The water moved slowly there. As the current edged the object round a gentle bend, some profound eddy caught it, setting it briefly in motion.
To an onlooker, it might have seemed that an arm waved; asked for help, perhaps.
For the object was a human body. The appeal for help was nothing but an illusion, for the body was quite dead.
Time passed, and, yard by slow yard, the body made its way past the moored boats, the majority dark and closed up for the night. It floated on its back, arms and legs splayed out, and gradually the gentle current swept it over to the northern bank. Sometimes its right foot, still wearing a boot although the left one had gone, knocked against the side of a boat. If any sleeper on board heard the small sound, he or she dismissed it as the general background noise of the night.
Now the body drew close to the Great Bridge. Aboard the last boat on the north bank, a woman was awake. She was nursing a baby, and she sat in a pool of light from a single lantern. She was intent on her child, watching the small face as her little son drew the abundant nourishment from her breast, and had no eyes for anything in, or upon, the river.
Had she glanced down, she would have seen a pale face illuminated by her lantern. The face had received a battering, and there had been a great deal of blood. This had all been washed away from the exposed flesh, although the tunic and undershirt were still heavily stained. The hair, long, fair and well cut, floated around the broken head like a halo.

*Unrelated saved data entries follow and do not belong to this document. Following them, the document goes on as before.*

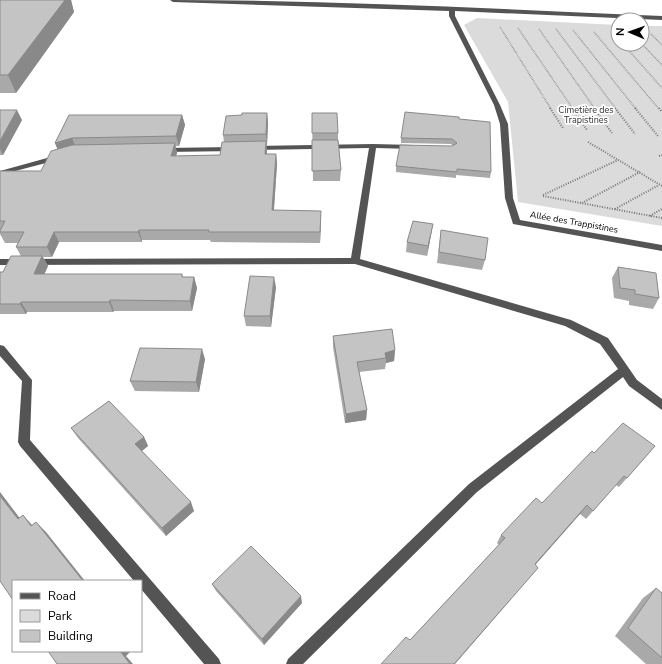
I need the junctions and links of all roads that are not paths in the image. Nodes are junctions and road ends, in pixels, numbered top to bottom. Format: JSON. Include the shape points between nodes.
{"nodes":[{"id":1,"x":173,"y":0,"type":"edge"},
{"id":2,"x":429,"y":0,"type":"edge"},
{"id":3,"x":428,"y":8,"type":"junction"},
{"id":4,"x":452,"y":10,"type":"junction"},
{"id":5,"x":662,"y":18,"type":"edge"},
{"id":6,"x":373,"y":146,"type":"junction"},
{"id":7,"x":420,"y":147,"type":"edge"},
{"id":8,"x":155,"y":150,"type":"edge"},
{"id":9,"x":69,"y":154,"type":"edge"},
{"id":10,"x":0,"y":173,"type":"edge"},
{"id":11,"x":662,"y":248,"type":"edge"},
{"id":12,"x":354,"y":261,"type":"junction"},
{"id":13,"x":0,"y":262,"type":"edge"},
{"id":14,"x":0,"y":349,"type":"edge"},
{"id":15,"x":624,"y":370,"type":"junction"},
{"id":16,"x":662,"y":405,"type":"edge"},
{"id":17,"x":214,"y":664,"type":"edge"},
{"id":18,"x":293,"y":664,"type":"edge"}],
"edges":[{"from":1,"to":3,"type":"street"},
{"from":2,"to":3,"type":"street"},
{"from":3,"to":4,"type":"street"},
{"from":4,"to":5,"type":"street"},
{"from":4,"to":11,"type":"street","name":"Allée des Trappistines","via":[[452,16],[498,105],[504,124],[509,198],[516,222]]},
{"from":6,"to":7,"type":"street"},
{"from":6,"to":8,"type":"street"},
{"from":6,"to":12,"type":"street"},
{"from":9,"to":10,"type":"street"},
{"from":12,"to":13,"type":"street"},
{"from":12,"to":15,"type":"street","via":[[568,323],[604,341]]},
{"from":14,"to":17,"type":"street","via":[[27,380],[24,442]]},
{"from":15,"to":16,"type":"street","via":[[633,382]]},
{"from":15,"to":18,"type":"street","via":[[473,488]]}]}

On the right hand, extended towards the nursing woman and her child in silent appeal, three fingers and the thumb were crushed almost beyond recognition.
As the dead man floated beneath the Great Bridge, the trailing edge of some torn item of clothing caught on the ruins of an ancient wooden quay, of which nothing remained but a few rotting wooden piers under the water. For a while, the current tried to pull the body free, and it began to bob about as if eager to assist. But the movement caused another piece of cloth to become caught up, and then the body was still.
It was to remain there, in the dark shadows beneath the bridge, for some time before anybody spotted it, by which time much of the exposed flesh would have been eaten away by the small creatures of the water and the river bank.
It was a sorry end, for a man who had travelled so far.